__Task brief__
Output each entry below as it stands, leaving out every picture.

__Extracted records__
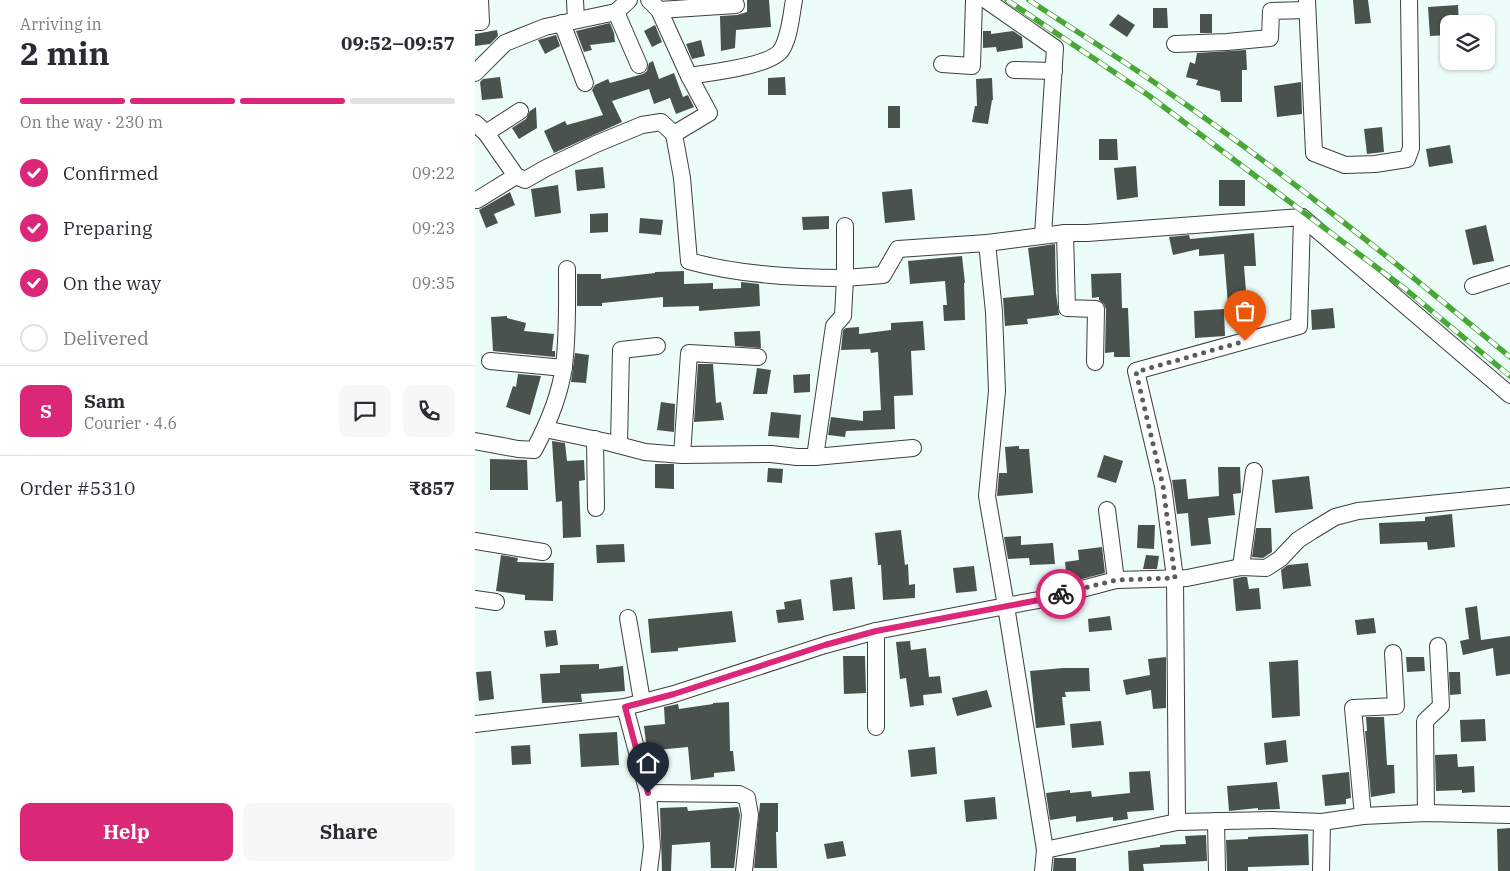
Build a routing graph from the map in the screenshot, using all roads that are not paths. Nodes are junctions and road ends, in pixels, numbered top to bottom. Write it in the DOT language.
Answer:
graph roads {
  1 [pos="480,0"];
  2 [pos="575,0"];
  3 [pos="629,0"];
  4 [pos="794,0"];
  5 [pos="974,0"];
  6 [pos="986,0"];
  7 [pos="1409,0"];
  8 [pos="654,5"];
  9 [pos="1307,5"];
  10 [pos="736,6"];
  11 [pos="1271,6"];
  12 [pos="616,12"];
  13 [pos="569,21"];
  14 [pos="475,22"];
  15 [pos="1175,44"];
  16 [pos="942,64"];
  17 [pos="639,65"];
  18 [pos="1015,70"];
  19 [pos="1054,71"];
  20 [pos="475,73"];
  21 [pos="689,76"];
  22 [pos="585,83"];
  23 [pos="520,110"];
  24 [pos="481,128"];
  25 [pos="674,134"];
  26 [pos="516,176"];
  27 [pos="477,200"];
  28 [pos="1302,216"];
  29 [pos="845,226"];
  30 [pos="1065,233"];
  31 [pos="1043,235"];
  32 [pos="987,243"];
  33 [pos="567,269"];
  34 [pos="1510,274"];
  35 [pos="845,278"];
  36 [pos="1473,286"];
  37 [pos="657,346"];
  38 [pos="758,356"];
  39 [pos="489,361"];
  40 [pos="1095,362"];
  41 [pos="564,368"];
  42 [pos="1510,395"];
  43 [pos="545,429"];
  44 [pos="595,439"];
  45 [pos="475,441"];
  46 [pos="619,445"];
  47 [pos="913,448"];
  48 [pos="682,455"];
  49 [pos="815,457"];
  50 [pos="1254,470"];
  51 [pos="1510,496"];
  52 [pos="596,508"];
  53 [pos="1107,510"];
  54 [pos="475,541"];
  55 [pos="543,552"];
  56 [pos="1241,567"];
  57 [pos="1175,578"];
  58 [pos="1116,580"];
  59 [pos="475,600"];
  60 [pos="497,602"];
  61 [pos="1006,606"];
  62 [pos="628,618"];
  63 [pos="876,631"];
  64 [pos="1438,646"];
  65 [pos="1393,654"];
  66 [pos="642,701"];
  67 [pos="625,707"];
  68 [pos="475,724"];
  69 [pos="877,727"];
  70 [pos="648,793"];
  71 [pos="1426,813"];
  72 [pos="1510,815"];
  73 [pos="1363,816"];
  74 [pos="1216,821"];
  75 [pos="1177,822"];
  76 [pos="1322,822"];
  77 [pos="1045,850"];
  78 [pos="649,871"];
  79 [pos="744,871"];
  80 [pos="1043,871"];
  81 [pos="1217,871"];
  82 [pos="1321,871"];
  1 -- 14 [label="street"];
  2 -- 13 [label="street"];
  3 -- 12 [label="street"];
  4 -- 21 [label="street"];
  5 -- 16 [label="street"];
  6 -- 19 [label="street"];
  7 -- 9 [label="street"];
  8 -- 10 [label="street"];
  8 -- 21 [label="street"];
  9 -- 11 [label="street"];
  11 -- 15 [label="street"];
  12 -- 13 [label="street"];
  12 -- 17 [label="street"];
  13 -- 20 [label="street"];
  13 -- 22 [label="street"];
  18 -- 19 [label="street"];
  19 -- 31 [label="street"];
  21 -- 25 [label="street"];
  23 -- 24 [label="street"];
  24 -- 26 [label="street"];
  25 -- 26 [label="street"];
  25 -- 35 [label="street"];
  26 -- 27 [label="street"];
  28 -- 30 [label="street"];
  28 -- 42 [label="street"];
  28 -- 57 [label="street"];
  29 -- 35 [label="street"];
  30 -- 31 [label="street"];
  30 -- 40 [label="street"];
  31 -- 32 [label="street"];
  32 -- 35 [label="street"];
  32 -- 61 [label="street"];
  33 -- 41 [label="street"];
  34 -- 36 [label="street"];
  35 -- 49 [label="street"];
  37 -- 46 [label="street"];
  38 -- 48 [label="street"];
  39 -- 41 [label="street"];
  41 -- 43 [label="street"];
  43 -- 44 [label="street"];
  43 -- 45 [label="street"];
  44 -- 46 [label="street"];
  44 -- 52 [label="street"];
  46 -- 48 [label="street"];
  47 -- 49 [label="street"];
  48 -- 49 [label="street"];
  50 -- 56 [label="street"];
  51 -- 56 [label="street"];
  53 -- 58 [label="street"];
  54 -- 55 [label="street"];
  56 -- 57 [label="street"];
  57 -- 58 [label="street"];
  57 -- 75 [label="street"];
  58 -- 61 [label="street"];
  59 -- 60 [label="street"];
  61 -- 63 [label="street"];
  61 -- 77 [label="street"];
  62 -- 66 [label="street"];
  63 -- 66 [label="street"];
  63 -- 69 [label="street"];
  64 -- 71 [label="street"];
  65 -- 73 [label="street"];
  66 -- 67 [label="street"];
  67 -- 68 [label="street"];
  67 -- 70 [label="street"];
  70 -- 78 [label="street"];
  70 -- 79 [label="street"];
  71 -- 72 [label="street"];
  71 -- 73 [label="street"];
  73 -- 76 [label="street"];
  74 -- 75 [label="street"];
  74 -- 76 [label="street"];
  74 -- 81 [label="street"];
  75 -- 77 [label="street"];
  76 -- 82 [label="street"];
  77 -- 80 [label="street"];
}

__Worked solution__
Build a routing graph from the map in the screenshot, using all roads that are not paths. Nodes are junctions and road ends, in pixels, numbered top to bottom. Write it in the DOT language.
Answer:
graph roads {
  1 [pos="480,0"];
  2 [pos="575,0"];
  3 [pos="629,0"];
  4 [pos="794,0"];
  5 [pos="974,0"];
  6 [pos="986,0"];
  7 [pos="1409,0"];
  8 [pos="654,5"];
  9 [pos="1307,5"];
  10 [pos="736,6"];
  11 [pos="1271,6"];
  12 [pos="616,12"];
  13 [pos="569,21"];
  14 [pos="475,22"];
  15 [pos="1175,44"];
  16 [pos="942,64"];
  17 [pos="639,65"];
  18 [pos="1015,70"];
  19 [pos="1054,71"];
  20 [pos="475,73"];
  21 [pos="689,76"];
  22 [pos="585,83"];
  23 [pos="520,110"];
  24 [pos="481,128"];
  25 [pos="674,134"];
  26 [pos="516,176"];
  27 [pos="477,200"];
  28 [pos="1302,216"];
  29 [pos="845,226"];
  30 [pos="1065,233"];
  31 [pos="1043,235"];
  32 [pos="987,243"];
  33 [pos="567,269"];
  34 [pos="1510,274"];
  35 [pos="845,278"];
  36 [pos="1473,286"];
  37 [pos="657,346"];
  38 [pos="758,356"];
  39 [pos="489,361"];
  40 [pos="1095,362"];
  41 [pos="564,368"];
  42 [pos="1510,395"];
  43 [pos="545,429"];
  44 [pos="595,439"];
  45 [pos="475,441"];
  46 [pos="619,445"];
  47 [pos="913,448"];
  48 [pos="682,455"];
  49 [pos="815,457"];
  50 [pos="1254,470"];
  51 [pos="1510,496"];
  52 [pos="596,508"];
  53 [pos="1107,510"];
  54 [pos="475,541"];
  55 [pos="543,552"];
  56 [pos="1241,567"];
  57 [pos="1175,578"];
  58 [pos="1116,580"];
  59 [pos="475,600"];
  60 [pos="497,602"];
  61 [pos="1006,606"];
  62 [pos="628,618"];
  63 [pos="876,631"];
  64 [pos="1438,646"];
  65 [pos="1393,654"];
  66 [pos="642,701"];
  67 [pos="625,707"];
  68 [pos="475,724"];
  69 [pos="877,727"];
  70 [pos="648,793"];
  71 [pos="1426,813"];
  72 [pos="1510,815"];
  73 [pos="1363,816"];
  74 [pos="1216,821"];
  75 [pos="1177,822"];
  76 [pos="1322,822"];
  77 [pos="1045,850"];
  78 [pos="649,871"];
  79 [pos="744,871"];
  80 [pos="1043,871"];
  81 [pos="1217,871"];
  82 [pos="1321,871"];
  1 -- 14 [label="street"];
  2 -- 13 [label="street"];
  3 -- 12 [label="street"];
  4 -- 21 [label="street"];
  5 -- 16 [label="street"];
  6 -- 19 [label="street"];
  7 -- 9 [label="street"];
  8 -- 10 [label="street"];
  8 -- 21 [label="street"];
  9 -- 11 [label="street"];
  11 -- 15 [label="street"];
  12 -- 13 [label="street"];
  12 -- 17 [label="street"];
  13 -- 20 [label="street"];
  13 -- 22 [label="street"];
  18 -- 19 [label="street"];
  19 -- 31 [label="street"];
  21 -- 25 [label="street"];
  23 -- 24 [label="street"];
  24 -- 26 [label="street"];
  25 -- 26 [label="street"];
  25 -- 35 [label="street"];
  26 -- 27 [label="street"];
  28 -- 30 [label="street"];
  28 -- 42 [label="street"];
  28 -- 57 [label="street"];
  29 -- 35 [label="street"];
  30 -- 31 [label="street"];
  30 -- 40 [label="street"];
  31 -- 32 [label="street"];
  32 -- 35 [label="street"];
  32 -- 61 [label="street"];
  33 -- 41 [label="street"];
  34 -- 36 [label="street"];
  35 -- 49 [label="street"];
  37 -- 46 [label="street"];
  38 -- 48 [label="street"];
  39 -- 41 [label="street"];
  41 -- 43 [label="street"];
  43 -- 44 [label="street"];
  43 -- 45 [label="street"];
  44 -- 46 [label="street"];
  44 -- 52 [label="street"];
  46 -- 48 [label="street"];
  47 -- 49 [label="street"];
  48 -- 49 [label="street"];
  50 -- 56 [label="street"];
  51 -- 56 [label="street"];
  53 -- 58 [label="street"];
  54 -- 55 [label="street"];
  56 -- 57 [label="street"];
  57 -- 58 [label="street"];
  57 -- 75 [label="street"];
  58 -- 61 [label="street"];
  59 -- 60 [label="street"];
  61 -- 63 [label="street"];
  61 -- 77 [label="street"];
  62 -- 66 [label="street"];
  63 -- 66 [label="street"];
  63 -- 69 [label="street"];
  64 -- 71 [label="street"];
  65 -- 73 [label="street"];
  66 -- 67 [label="street"];
  67 -- 68 [label="street"];
  67 -- 70 [label="street"];
  70 -- 78 [label="street"];
  70 -- 79 [label="street"];
  71 -- 72 [label="street"];
  71 -- 73 [label="street"];
  73 -- 76 [label="street"];
  74 -- 75 [label="street"];
  74 -- 76 [label="street"];
  74 -- 81 [label="street"];
  75 -- 77 [label="street"];
  76 -- 82 [label="street"];
  77 -- 80 [label="street"];
}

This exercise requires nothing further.